=== Exercise aim ===
Work out how many lines of the data hold the string "wherever", and reply with that number alone.

=== Data records ===
* * * * *

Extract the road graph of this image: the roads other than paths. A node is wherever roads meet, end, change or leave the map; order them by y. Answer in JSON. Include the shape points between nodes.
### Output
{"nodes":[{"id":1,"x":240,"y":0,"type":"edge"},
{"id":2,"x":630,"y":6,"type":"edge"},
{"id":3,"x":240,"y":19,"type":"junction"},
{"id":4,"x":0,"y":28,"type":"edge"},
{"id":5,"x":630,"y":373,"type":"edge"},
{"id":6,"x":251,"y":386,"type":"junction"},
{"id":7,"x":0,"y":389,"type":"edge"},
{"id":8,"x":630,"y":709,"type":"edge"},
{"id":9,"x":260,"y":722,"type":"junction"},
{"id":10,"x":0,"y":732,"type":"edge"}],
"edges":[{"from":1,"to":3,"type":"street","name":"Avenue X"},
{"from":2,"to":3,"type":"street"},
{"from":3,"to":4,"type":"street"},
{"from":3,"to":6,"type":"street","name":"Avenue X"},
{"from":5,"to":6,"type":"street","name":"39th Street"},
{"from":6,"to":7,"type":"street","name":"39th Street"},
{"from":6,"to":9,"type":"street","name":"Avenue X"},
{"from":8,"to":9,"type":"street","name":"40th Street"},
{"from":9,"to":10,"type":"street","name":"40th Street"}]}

* * * * *

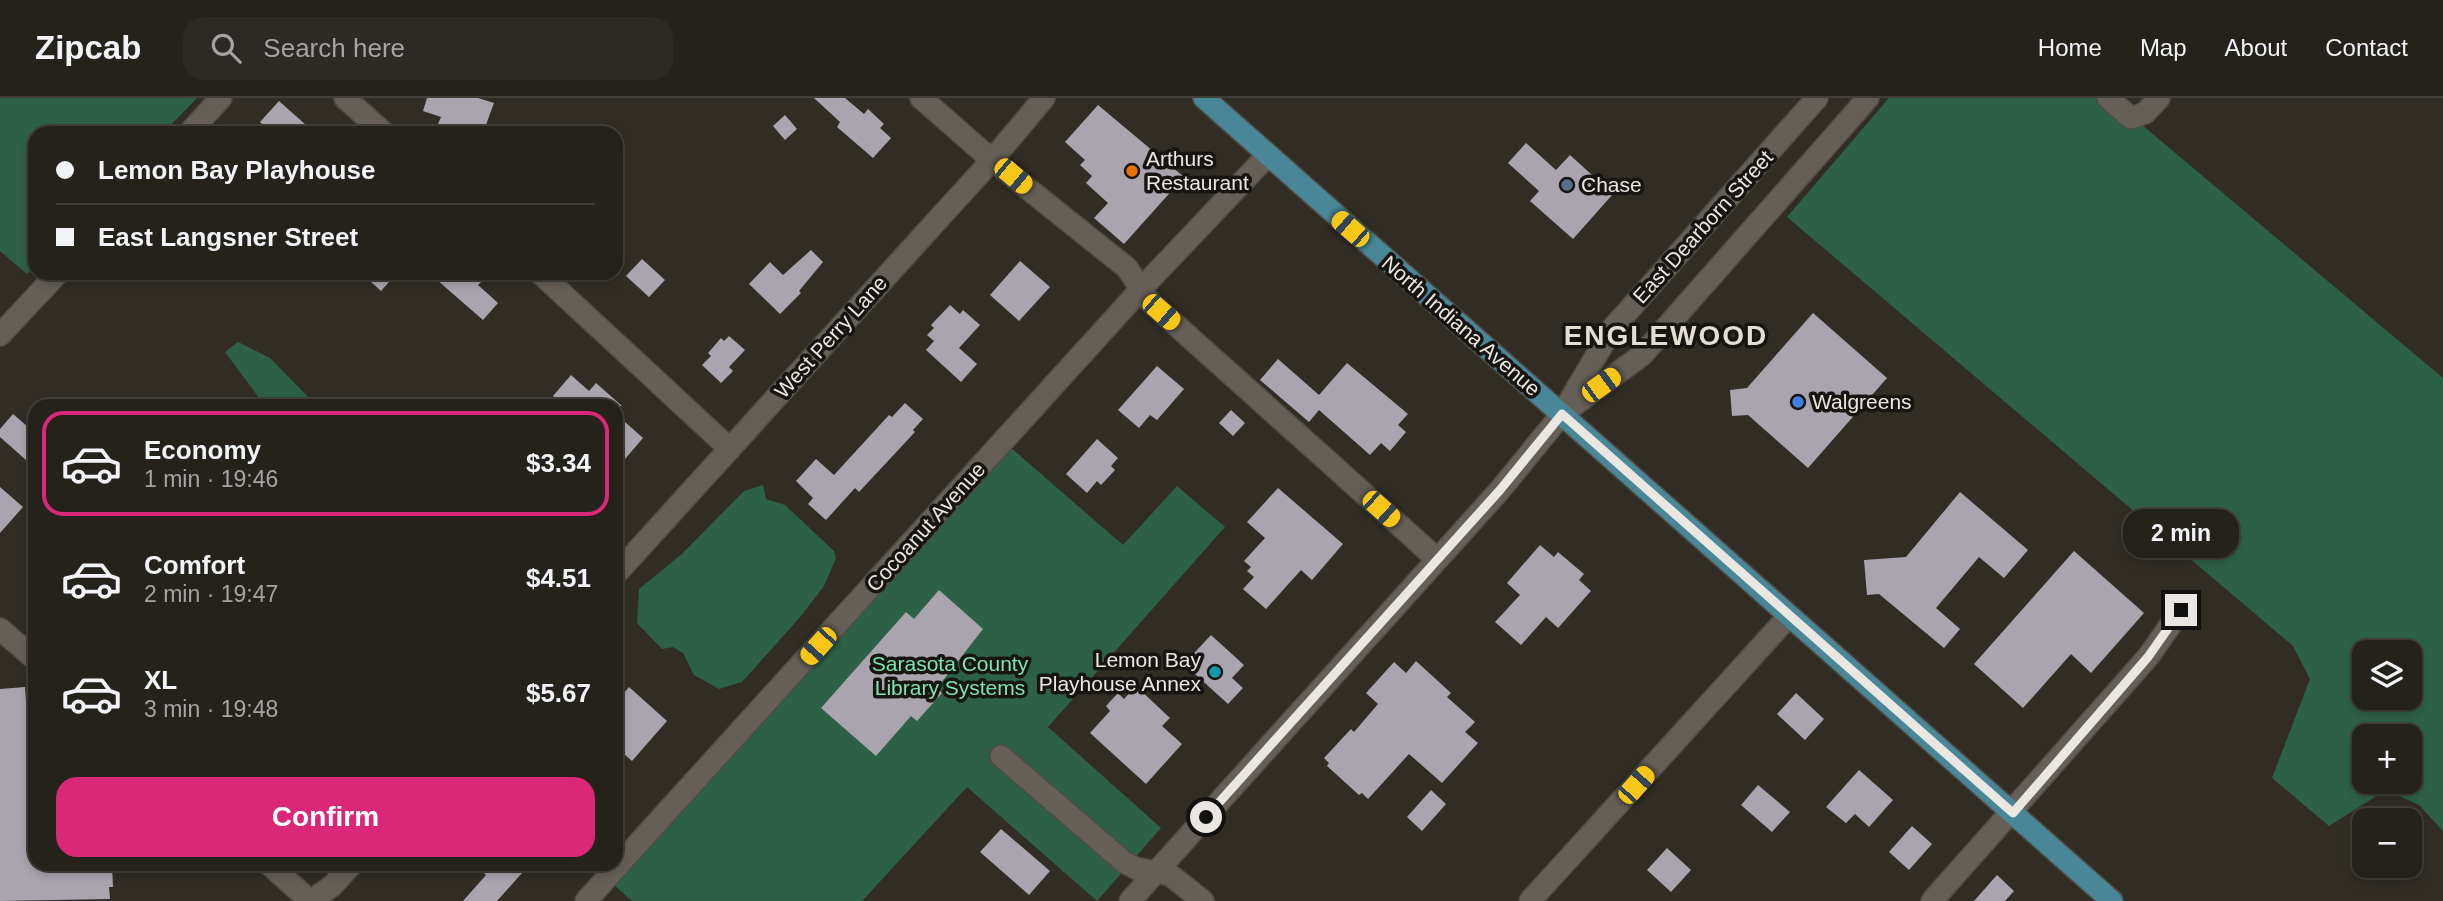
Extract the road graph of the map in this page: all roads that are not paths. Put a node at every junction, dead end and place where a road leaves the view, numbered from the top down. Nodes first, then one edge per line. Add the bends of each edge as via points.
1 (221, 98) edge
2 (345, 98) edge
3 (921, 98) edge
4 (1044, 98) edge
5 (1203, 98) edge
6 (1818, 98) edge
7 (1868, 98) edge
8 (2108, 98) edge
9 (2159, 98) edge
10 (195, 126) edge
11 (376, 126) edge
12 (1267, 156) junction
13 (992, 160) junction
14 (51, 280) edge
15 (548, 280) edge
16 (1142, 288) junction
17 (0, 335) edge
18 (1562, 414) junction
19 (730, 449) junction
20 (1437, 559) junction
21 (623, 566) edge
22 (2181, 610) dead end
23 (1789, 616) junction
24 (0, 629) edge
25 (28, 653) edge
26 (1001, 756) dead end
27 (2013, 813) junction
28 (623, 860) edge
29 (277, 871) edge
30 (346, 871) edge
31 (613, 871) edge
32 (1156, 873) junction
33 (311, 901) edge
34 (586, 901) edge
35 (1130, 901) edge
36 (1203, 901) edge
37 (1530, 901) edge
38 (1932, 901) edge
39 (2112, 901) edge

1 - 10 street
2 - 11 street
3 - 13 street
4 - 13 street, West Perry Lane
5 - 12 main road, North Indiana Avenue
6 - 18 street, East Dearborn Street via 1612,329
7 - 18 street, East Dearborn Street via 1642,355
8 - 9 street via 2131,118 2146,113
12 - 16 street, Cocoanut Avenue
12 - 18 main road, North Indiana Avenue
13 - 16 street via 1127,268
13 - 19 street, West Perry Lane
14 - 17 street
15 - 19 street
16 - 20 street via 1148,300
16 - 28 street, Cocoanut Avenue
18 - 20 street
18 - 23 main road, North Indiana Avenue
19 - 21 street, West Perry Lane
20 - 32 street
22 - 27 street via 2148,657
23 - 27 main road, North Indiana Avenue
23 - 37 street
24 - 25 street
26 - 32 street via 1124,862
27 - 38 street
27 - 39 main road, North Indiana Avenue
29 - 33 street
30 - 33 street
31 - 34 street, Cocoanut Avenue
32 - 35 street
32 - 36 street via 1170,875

* * * * *

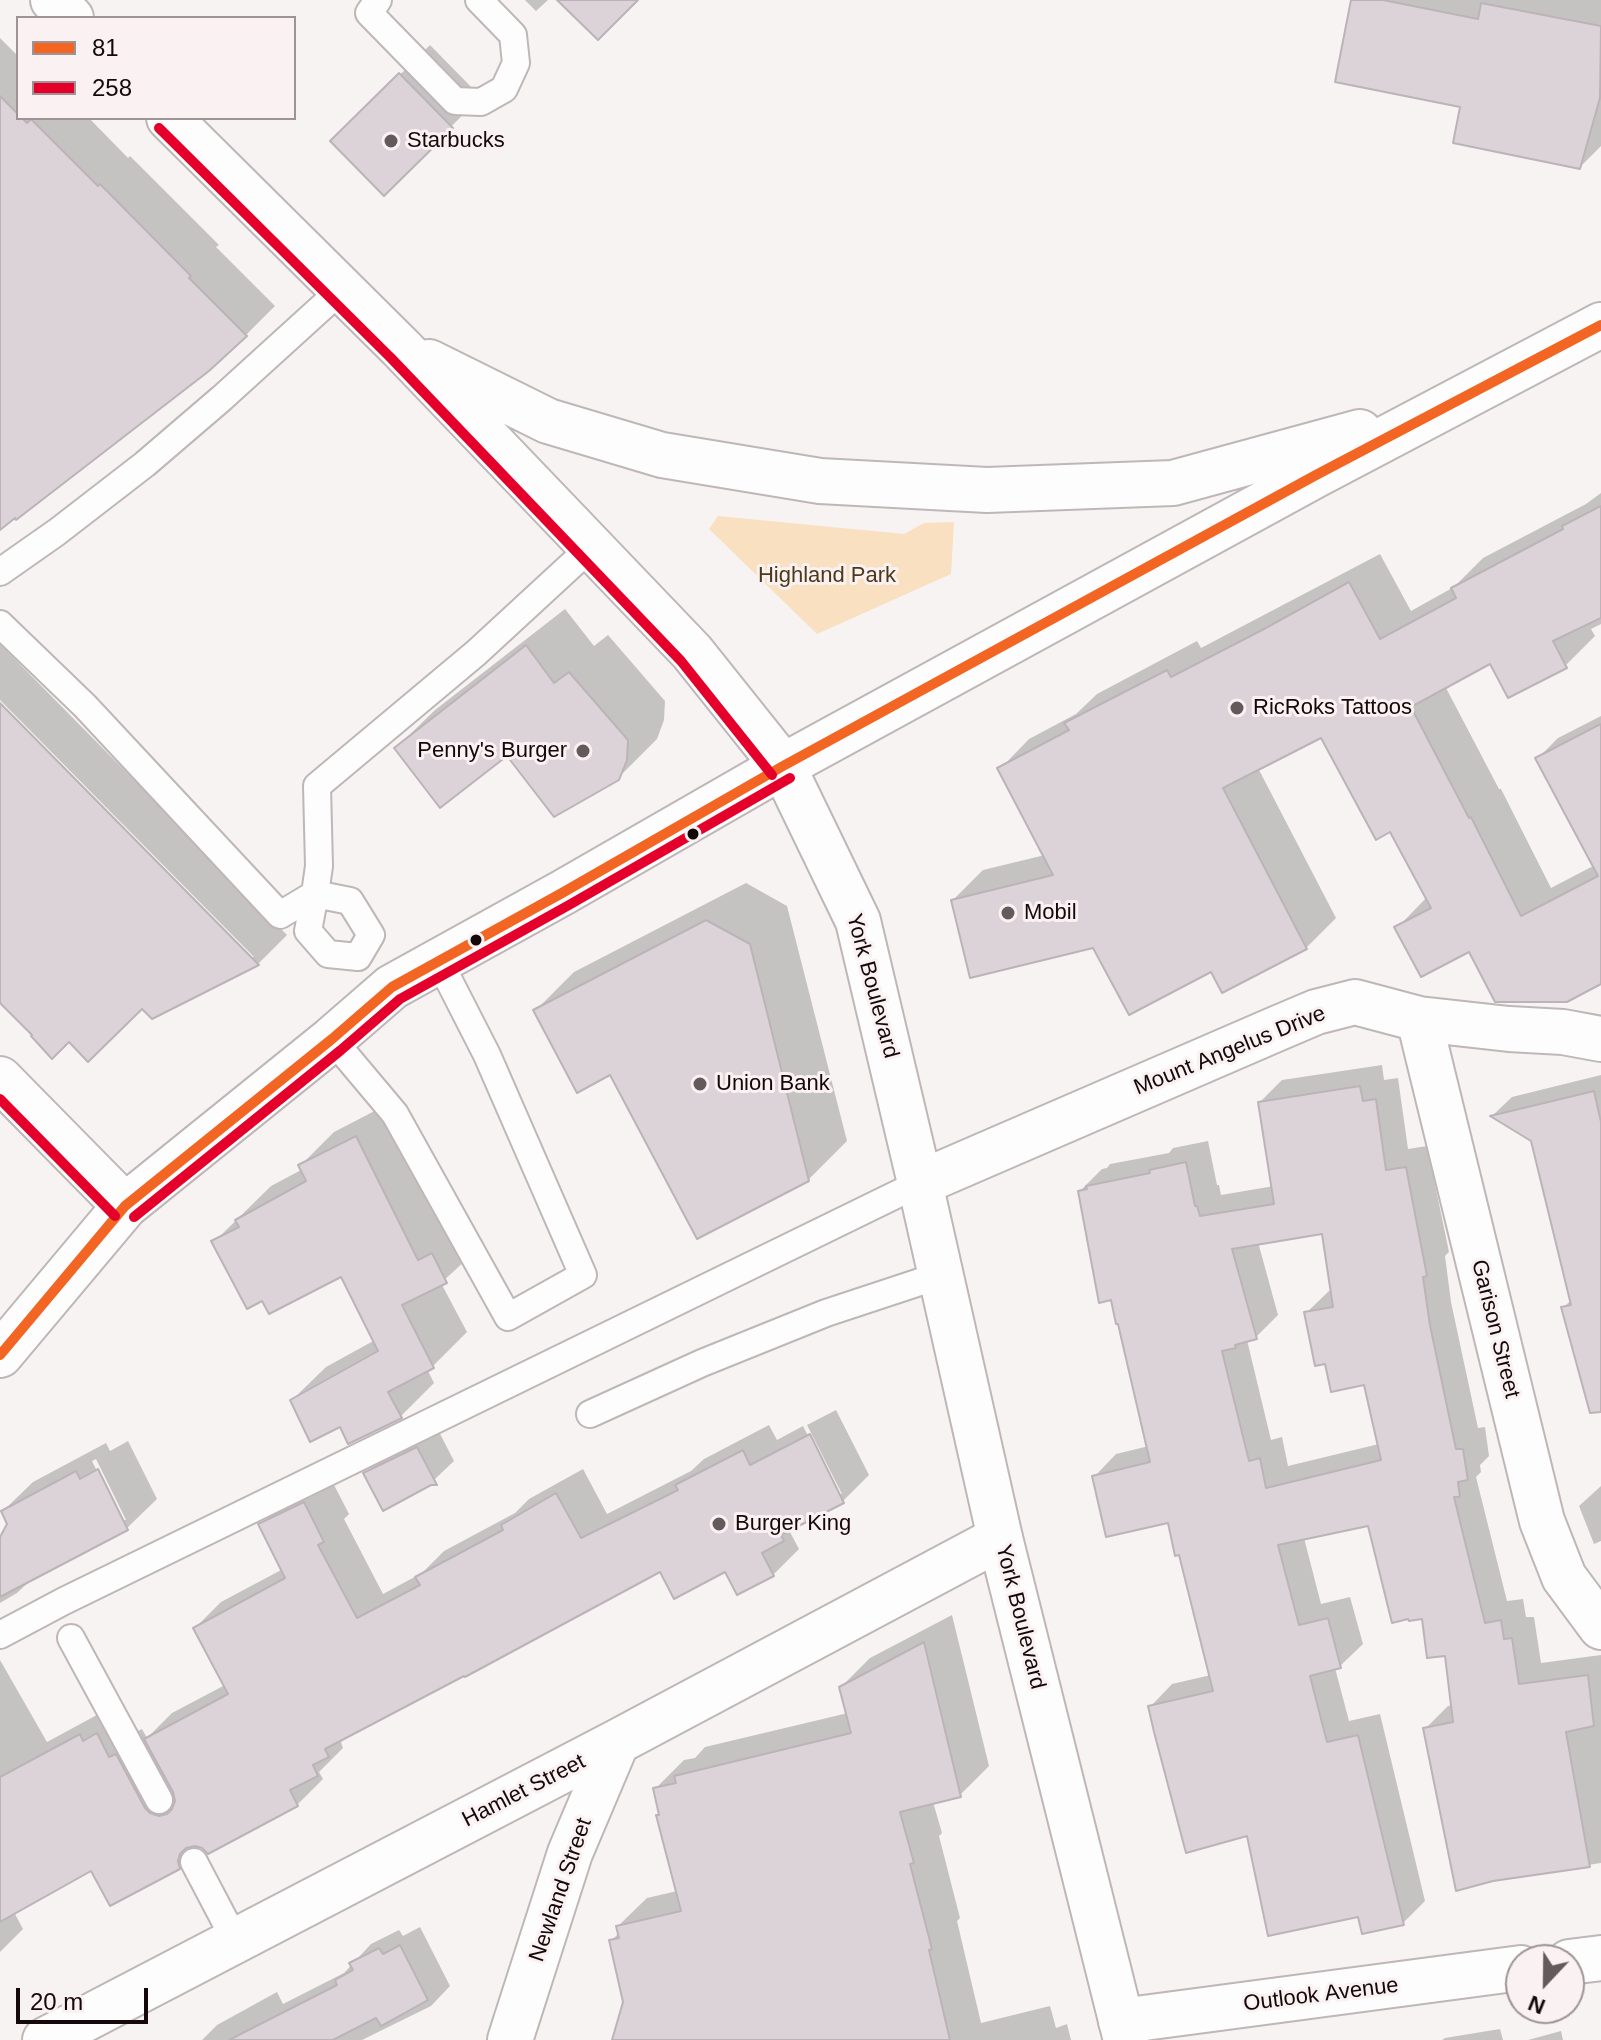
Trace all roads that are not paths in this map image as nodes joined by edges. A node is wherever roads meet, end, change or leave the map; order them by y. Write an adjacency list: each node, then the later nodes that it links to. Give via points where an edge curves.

* * * * *

=== Solution to this task ===
2